### What the task asks
When the word "name" shows up in a line of the records below, copy that line.

(Stored records)
========================================

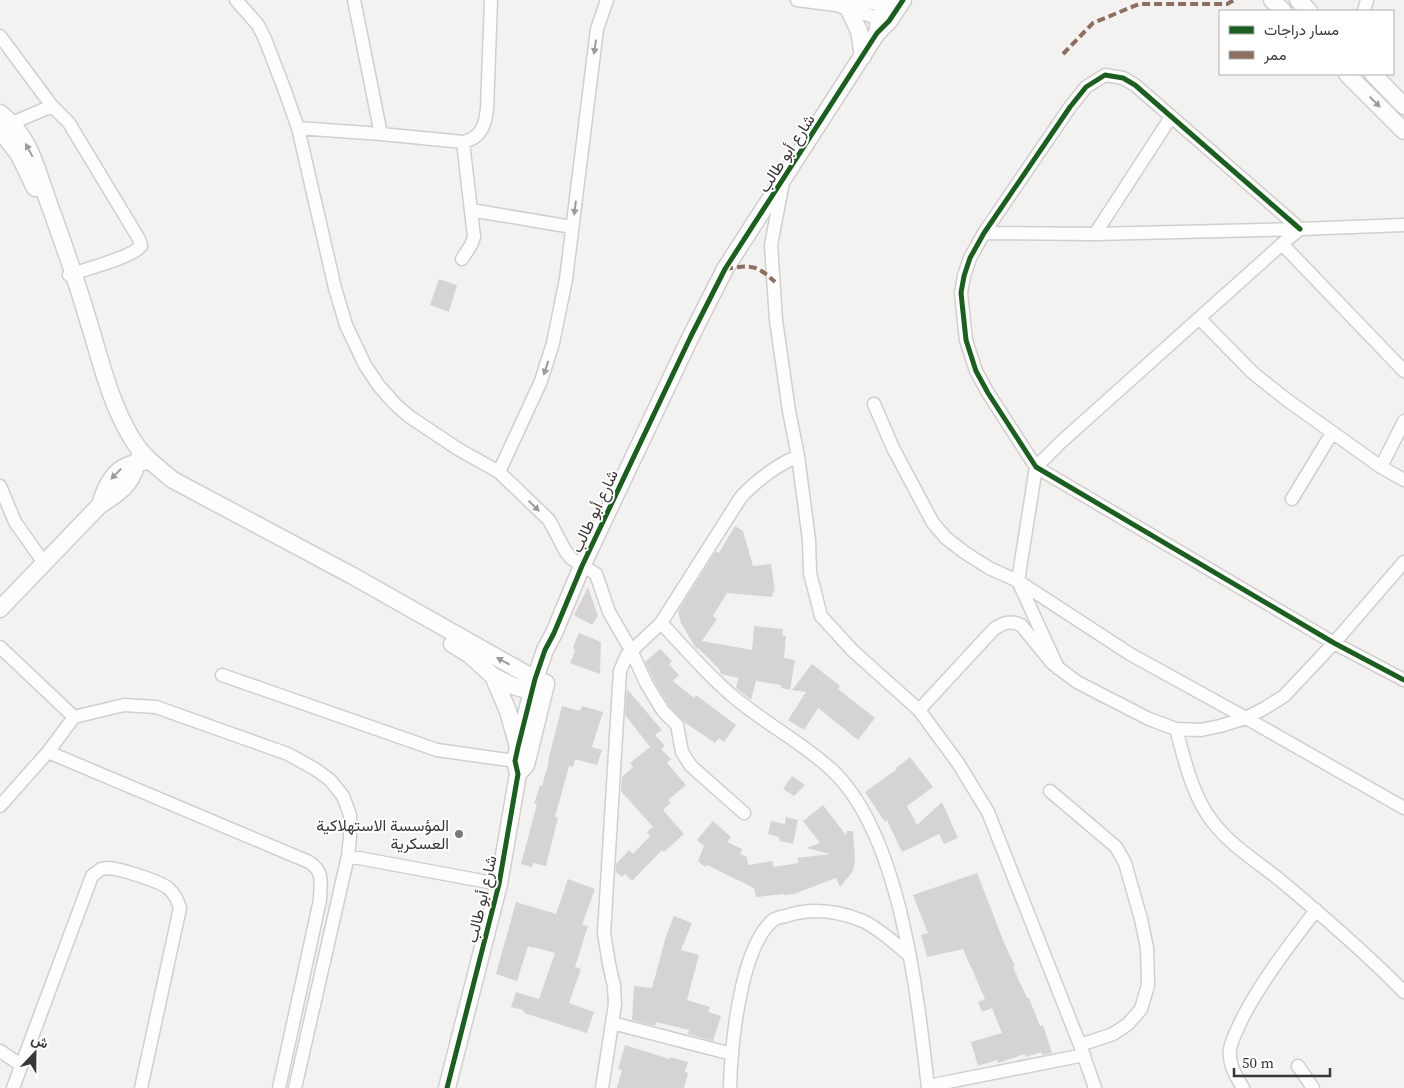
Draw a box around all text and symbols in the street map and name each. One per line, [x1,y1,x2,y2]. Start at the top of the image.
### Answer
legend [1219,10,1394,75]
text: مسار دراجات [1264,19,1339,40]
one-way arrow [591,39,599,55]
text: ممر [1263,44,1286,65]
one-way arrow [1369,96,1381,108]
street label: شارع أبو طالب [752,110,820,197]
one-way arrow [25,142,33,157]
one-way arrow [571,201,579,217]
one-way arrow [541,361,549,376]
street label: شارع أبو طالب [565,466,624,557]
one-way arrow [110,468,122,480]
one-way arrow [528,500,540,512]
one-way arrow [496,656,510,665]
place label: المؤسسة الاستهلاكية العسكرية [316,814,449,854]
marker: المؤسسة الاستهلاكية العسكرية [453,828,465,840]
street label: شارع أبو طالب [460,853,503,945]
north arrow [10,1028,60,1078]
text: ش [28,1029,52,1053]
scale bar [1234,1046,1330,1078]
text: 50 m [1242,1052,1274,1073]

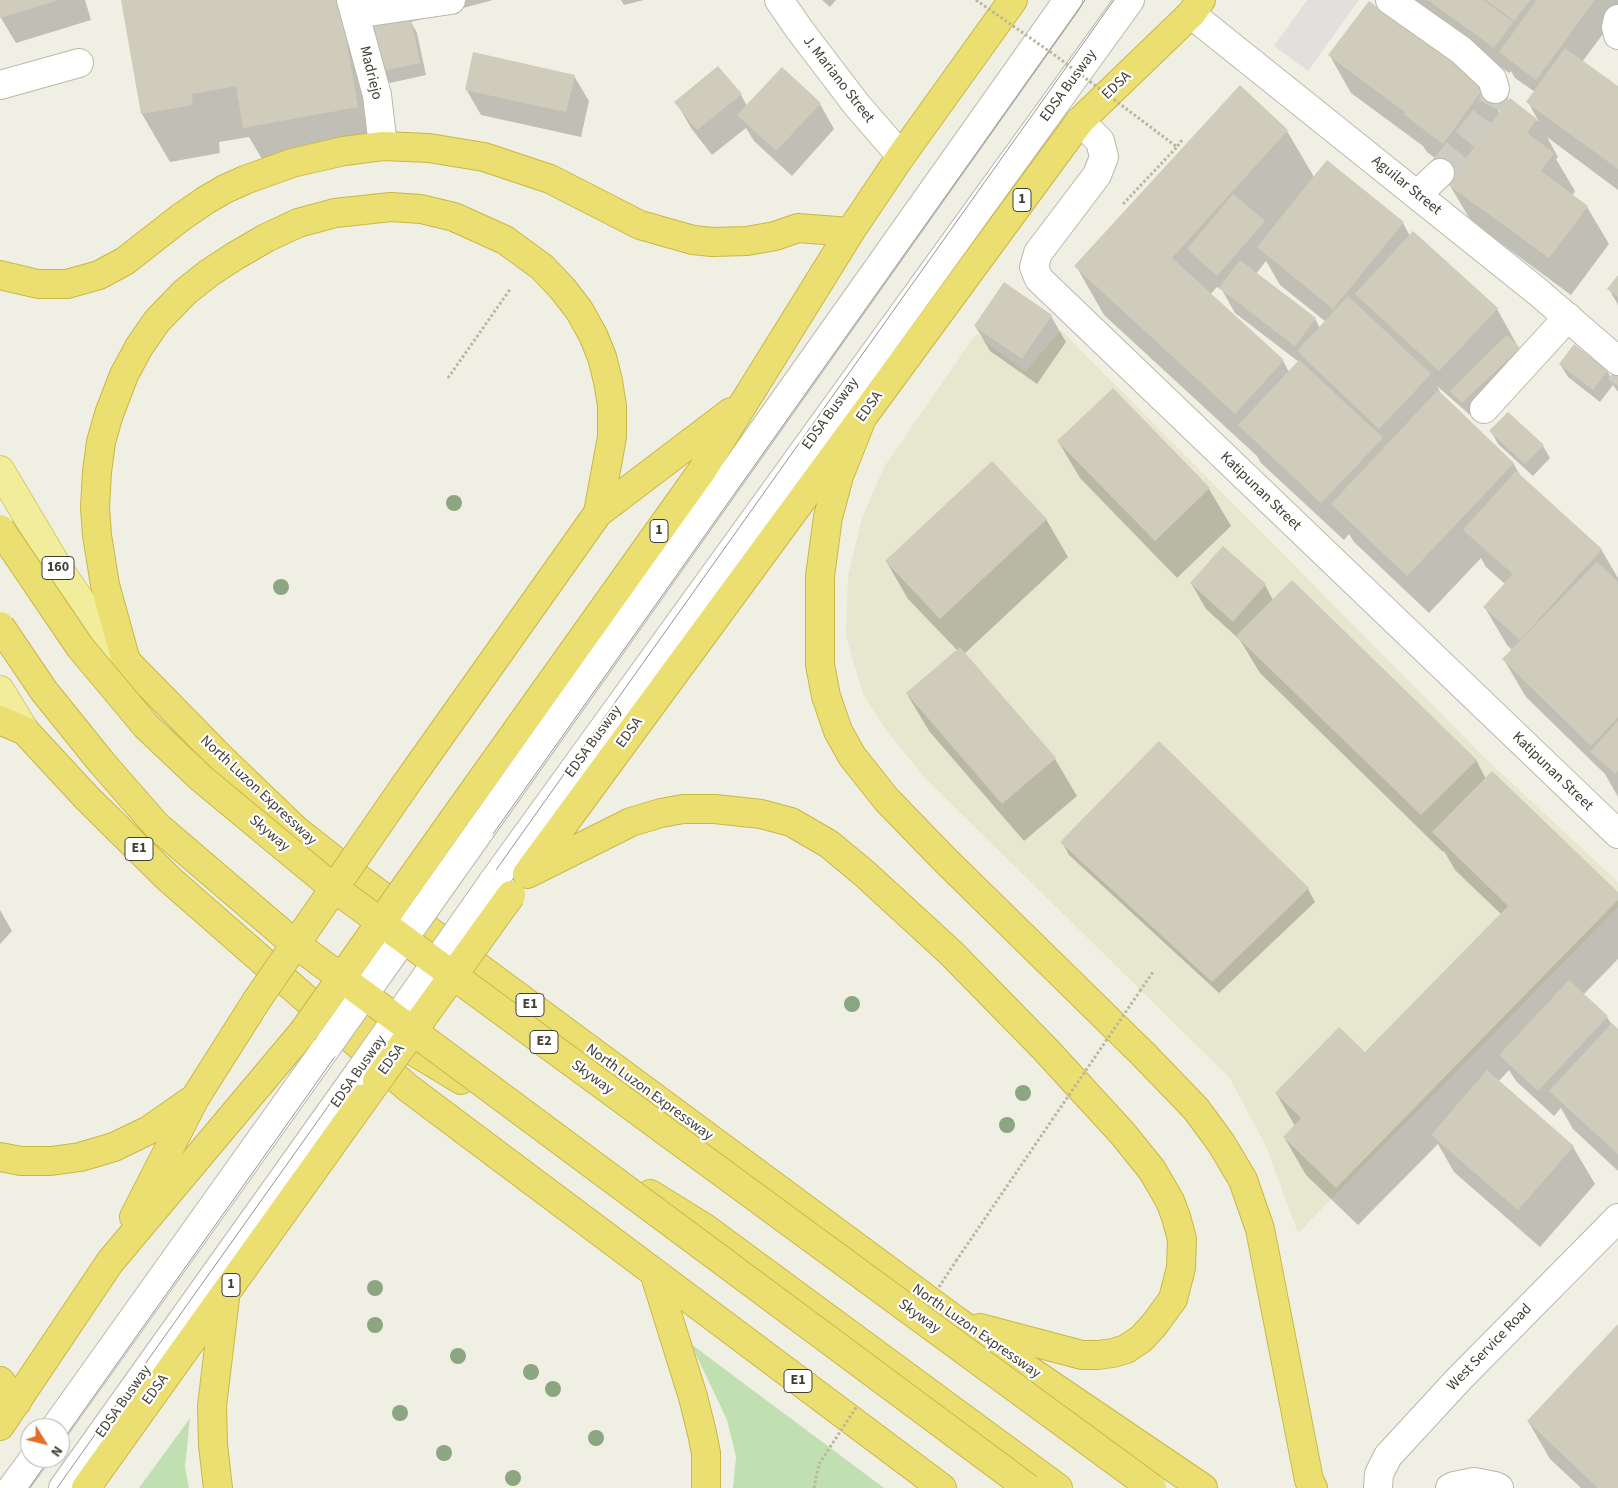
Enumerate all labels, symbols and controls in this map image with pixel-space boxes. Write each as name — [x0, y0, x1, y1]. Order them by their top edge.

========================================

### Result of the exercise
Draw a box around all text and symbols in the street map and name each. One per line, [x1,y1,x2,y2]. Start at the top of the image.
Enumerate all labels, symbols and controls in this map image with pixel-space boxes. Write each as name — [x0, y0, x1, y1]. Order them by their top edge.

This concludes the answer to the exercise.